Ryan Vogelsong wasn't even supposed to be here today. He had a deal with the Astros in the offseason, Grant wrote a very nice farewell post, and then he left and signed with the Astros. The end. That's it. Gosh, that Kazmir trade meant that he wouldn't be getting a lot more starts, huh? I hope he does well in the bullpen!

That's not how it worked out, of course. Grant never published that post, and your lives were much the poorer for it. The Astros pulled some last-minute negotiating shenanigans – I'd like to see an organization that does that be competitive! – and Vogelsong came back. Reports a month later indicated that they lowered his deal because they were concerned over his medicals. Vogelsong himself said that in 10 years he'd explain everything and no one would believe it.

JANUARY 24, 2025. WE WANT TO KNOW, RYAN. #january242025TRUTH

My money's on reptilians, for the record.

But Vogey came back! And nobody really understood what the point was of bringing him back – what, were Hudson and Cain both gonna be hurt? Don't be ridiculous! – but hey, we liked him and he was decent last year, and he earned two rings, so he was as good a choice as any. Besides, every roster needs a swingman, and it's not like the Giants had one of those just kicking around, already on the roster, waiting to pitch six innings like in Game 2 of the NLDS. Nope, there was no one like that at all, so from an outsider's perspective, the move seemed pretty rational.
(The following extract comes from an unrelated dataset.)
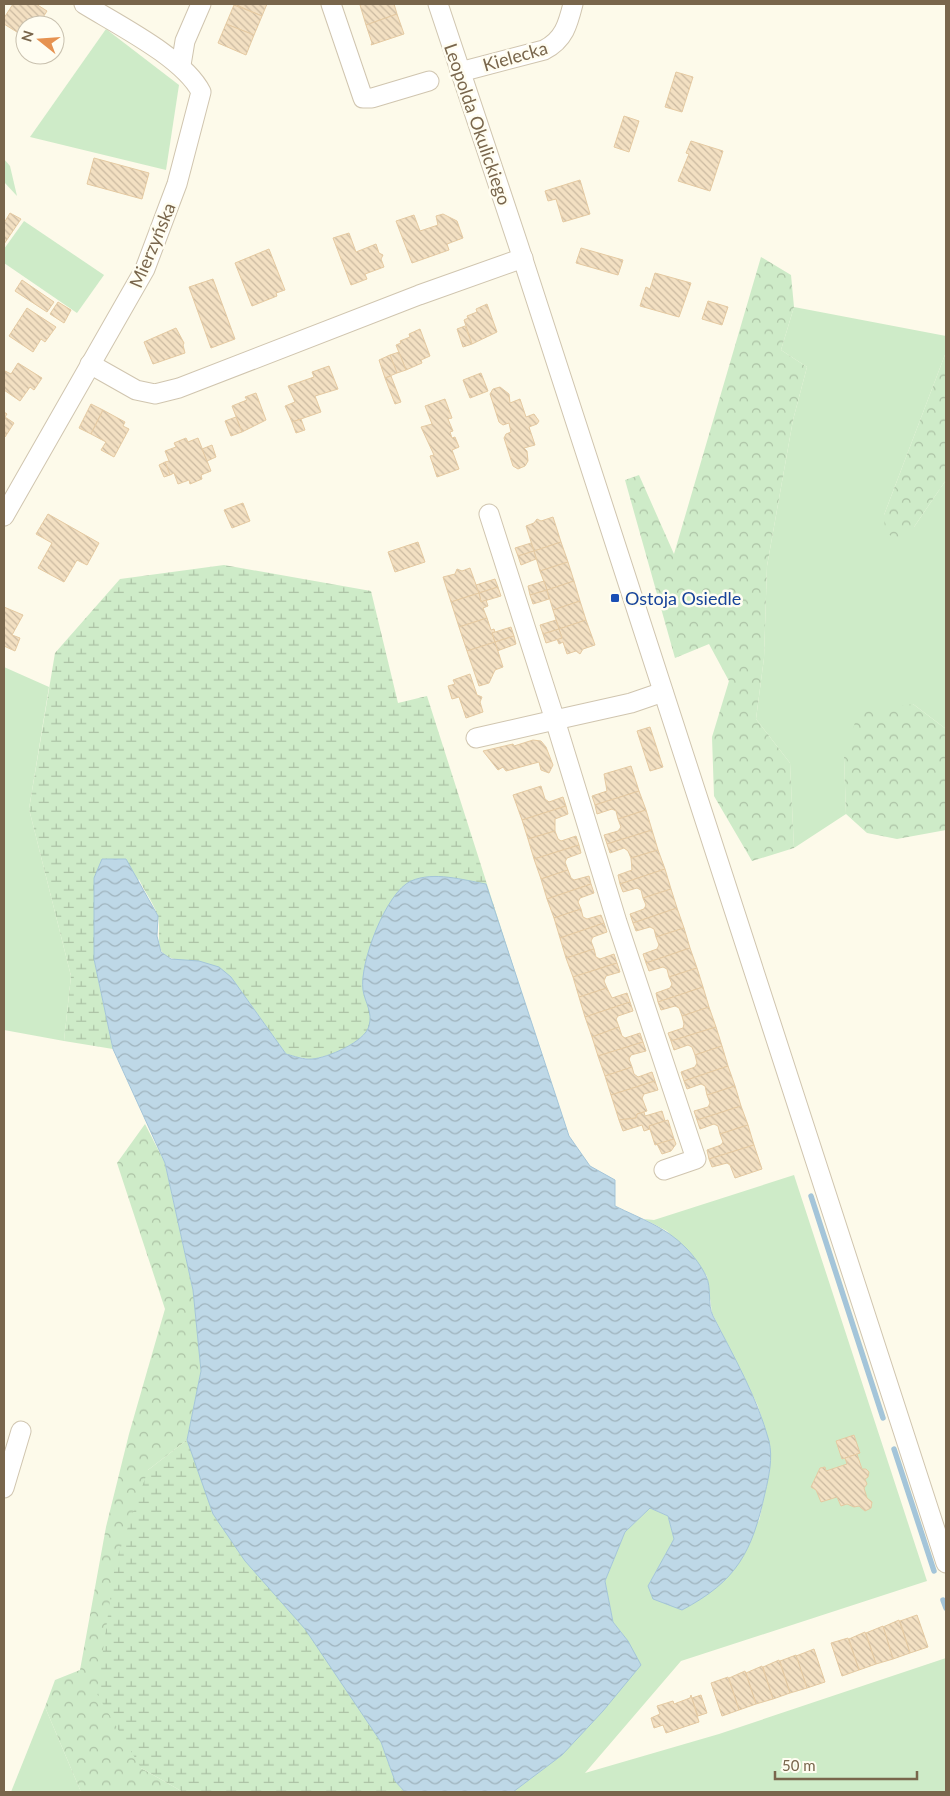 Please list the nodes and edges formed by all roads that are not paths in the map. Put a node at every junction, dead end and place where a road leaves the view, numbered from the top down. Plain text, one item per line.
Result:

And then Vogelsong grew a wilsonian beard and bringing him back seemed like a mistake. His poor April contributed a little to that too (9.31 ERA, though that was a fluke, since his FIP was only 8.61), but, I mean, look at this:

vogeybeard

No. Why? No.

But he recovered to be excellent in May, and then generally fine for the rest of the year. I know that FIP has been down enough on Vogey this year that Fangraphs has him as slightly below replacement this year, but purely in terms of results, he's been fine. That's what he was supposed to be: someone who could consistently throw a baseball for several innings in the major leagues without embarrassing himself. And since Cain and Peavy were hurt for so long, and Hudson turned out to be a disaster, and Lincecum got kinda hurt which turned into him being really hurt, and Petit was banished to the Shadow Zone from which he may only emerge in blowouts and 14-inning games, that's what the Giants desperately, desperately needed.

"Why not someone from Sacramento?" you might ask, as you, the astute baseball fan, are aware that the Giants have multiple starting pitchers in AAA, each of whom would appreciate a shot in the major leagues. Would you have wanted to see Clayton Blackburn or Ty Blach, with the team burning service time, 40-man spots, and option years on guys who hadn't learned everything they had to learn in the minors? Or what about Kevin Correia, who's literally the exact same as Ryan Vogelsong but worse in every way? Or Robert Coello, or Nik Turley, both of whom I promise I didn't just make up? The Tommy Hanson Disaster Model? There were no good options in AAA this year, which is why the Giants signed a Vogelsong in the first place.

Vogey could have complained, you know. I mean, I'm sure he had some things to say in private, away from where prying media ears could hear, but in public, he never said a word. Losing his rotation spot? No complaints. Sent to the bullpen? Sure. Someone said a multiple-preposition sentence to him 4 hours before his start?

/eye twitch
/mutters "excuse me"
/stalks into closest room
/breaks everything

From all accounts, Ryan Vogelsong is well-respected in the clubhouse, and a good teammate. He has shuffled between the rotation and bullpen, which is not something he's especially comfortable with. He has done what the team needed every step of the way, and they would be in much worse shape if he hadn't come back. He has pitched like a major leaguer in a year when multiple members of the starting rotation can't say the same thing. He brought a quantum of stabililty to a team that's been hemorrhaging players. He hasn't been an All-Star like he was in 2011, but there are other ways to contribute to a team.

Ryan Vogelsong should be praised, dammit, and I'm here to do it. Good on you, Ryan. Thanks for coming back. And if I'm waiting 10 years for that story, it better be a damn good one.